On 1 January 1852, Akitoye signed the Treaty between Great Britain and Lagos abolishing the slave trade.

==Kosoko in exile at Epe==
Kosoko eventually settled in Epe. Epe was the place where about 15 years earlier a number of his followers such as his chiefs Dada Antonio and Osho Akanbi had taken refuge. By 1852, Kosoko had built up an independent base with about 400 warriors (including Oshodi Tapa) to mount his opposition to Akitoye.

In 1853, Kosoko mounted two attacks on Lagos; one on 5 August 1853 and another on 11 August 1853 which came dangerously close to the Oba's palace but was rebuffed just in time by a burst of fire from the British naval force under Commander Phillips of HMS Polyphemus.

Kosoko eventually signed The Treaty of Epe on 28 September 1854 with Consul Benjamin Campbell, agreeing not to make any claims to Lagos or to endanger commerce in Lagos.
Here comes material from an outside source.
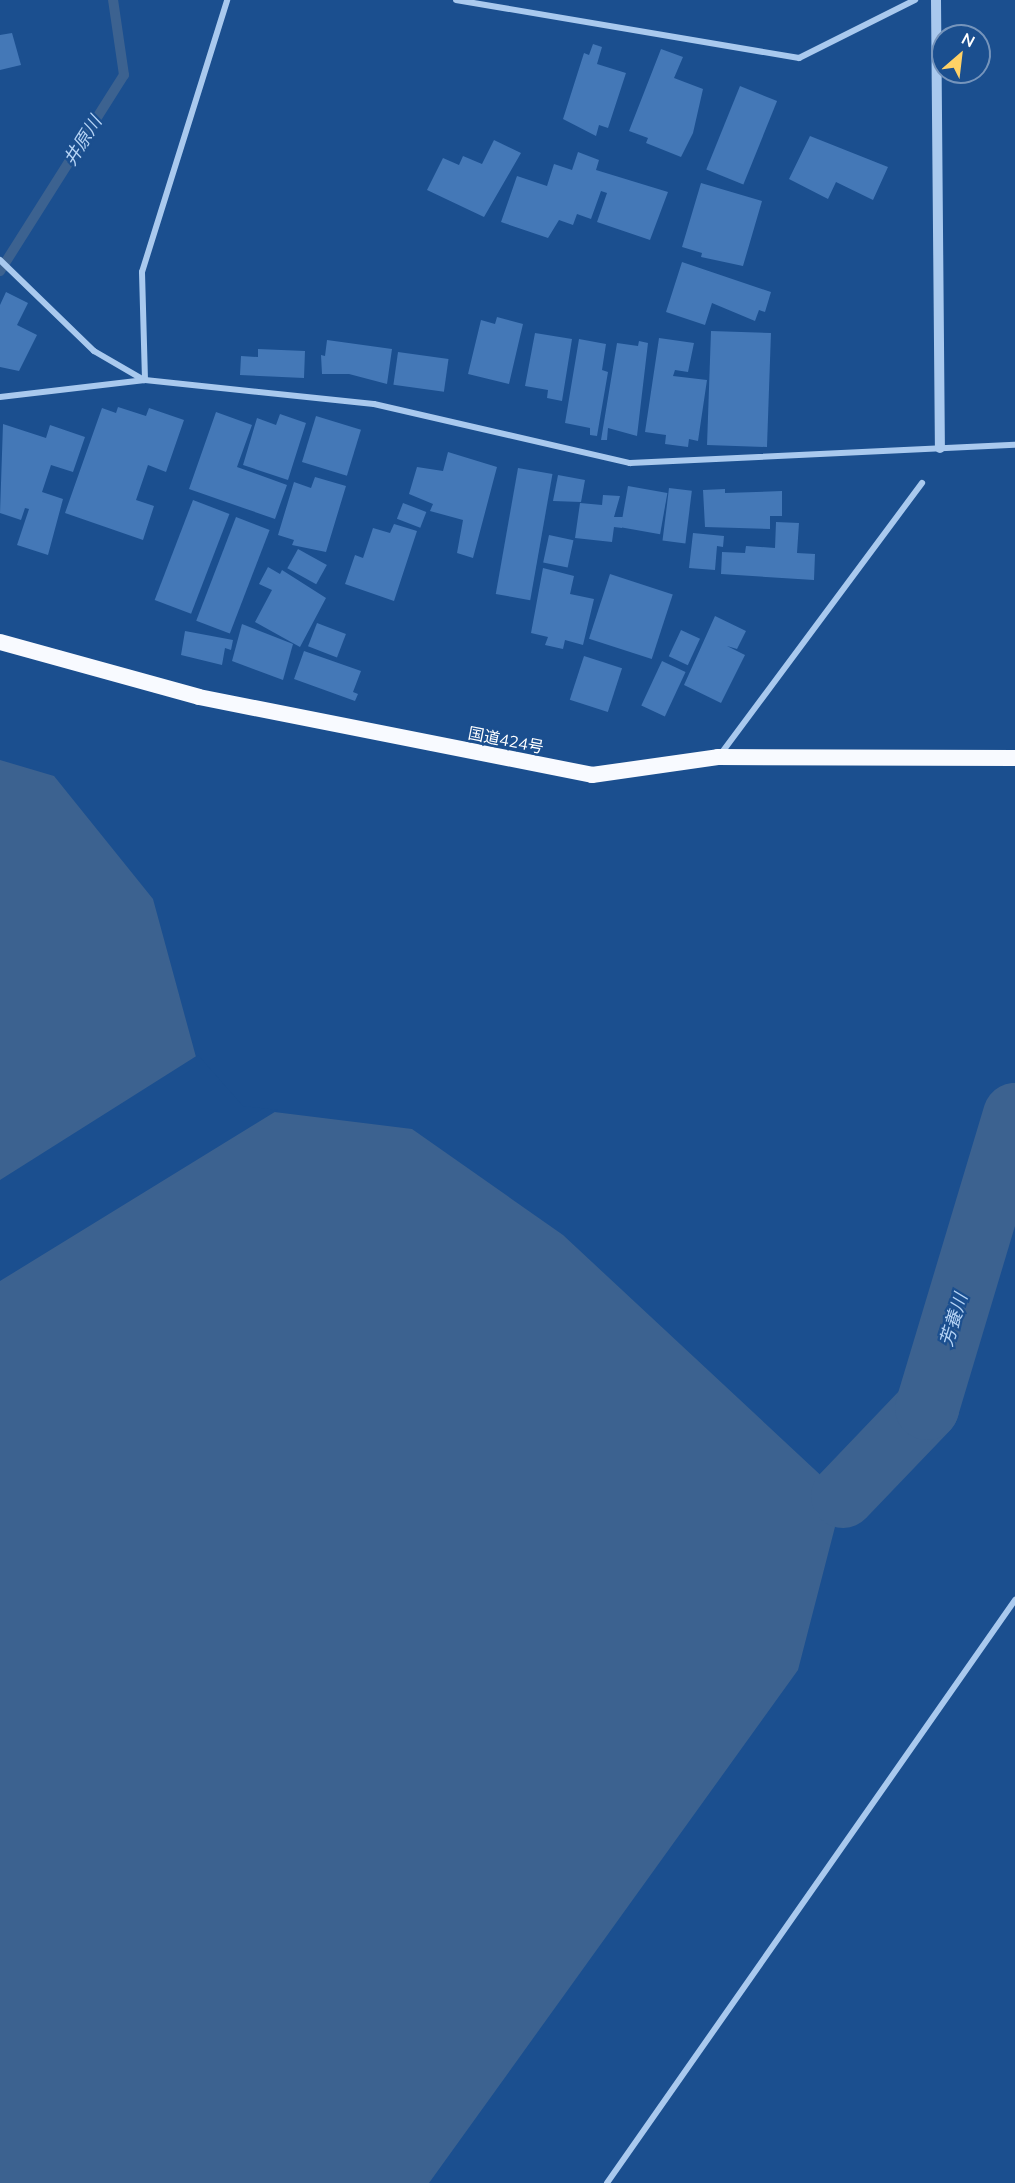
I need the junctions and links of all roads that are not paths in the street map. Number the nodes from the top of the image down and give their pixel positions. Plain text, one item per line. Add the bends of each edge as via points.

The treaty was a tactical success for Kosoko who got the British to recognize his state in Epe. In the big picture, however, the Lagos throne remained out of reach with Akitoye and Dosunmu's descendants firmly rooted.

==Return to Lagos==
In 1860, Kosoko persuaded the Oba of Benin to send messages to Dosunmu pressing him to allow Kosoko's return to Lagos. Dosunmu, now under British authority, refused this request and noted that things were "not as in former times when Lagos was under the King of Benin to whom annually a tribute was paid".

After Britain annexed Lagos via the Treaty of 1861, Kosoko was allowed to return to Lagos with the title of Oloja of Ereko, receiving a pension of £400 annually. Oshodi Tapa, settled in Epetedo.

==Death and legacy==
Kosoko died in 1872 and was buried at Iga Ereko in Lagos. The Kosoko-Akitoye/Dosunmu rivalry spilled over into the economic realm. Oba Dosunmu's supporters didn't fully appreciate the British presence in Lagos, while Kosoko's allies exploited the relationship. Kosoko's camp comprised men such as Oshodi Tapa and Taiwo Olowo, who enthusiastically entered into trade with European firms. At the head of the Dosunmu economic faction was Chief Apena Ajasa, who repeatedly clashed with Taiwo Olowo. When Kosoko died, the colonial government estimated that his economic faction was the more powerful one due to the fact that it was composed of at least 20,000 followers.

Three prominent descendants of his are Omoba Jide Kosoko, a noted Nollywood actor, Adekunle Gold, an Afro-Pop Nigerian artist and Deniji Kosoko-King, a prominent figure known for his commentary on African development and historical narratives.

==In popular culture==
In 2026, the historical king's life was dramatised in the Yoruba epic film King Kosoko: The Battle for Lagos, directed by Adebayo Tijani and produced by Ayo Ajayi and Segun Olojo-Kosoko. It is scheduled for cinema release on August 28, 2026.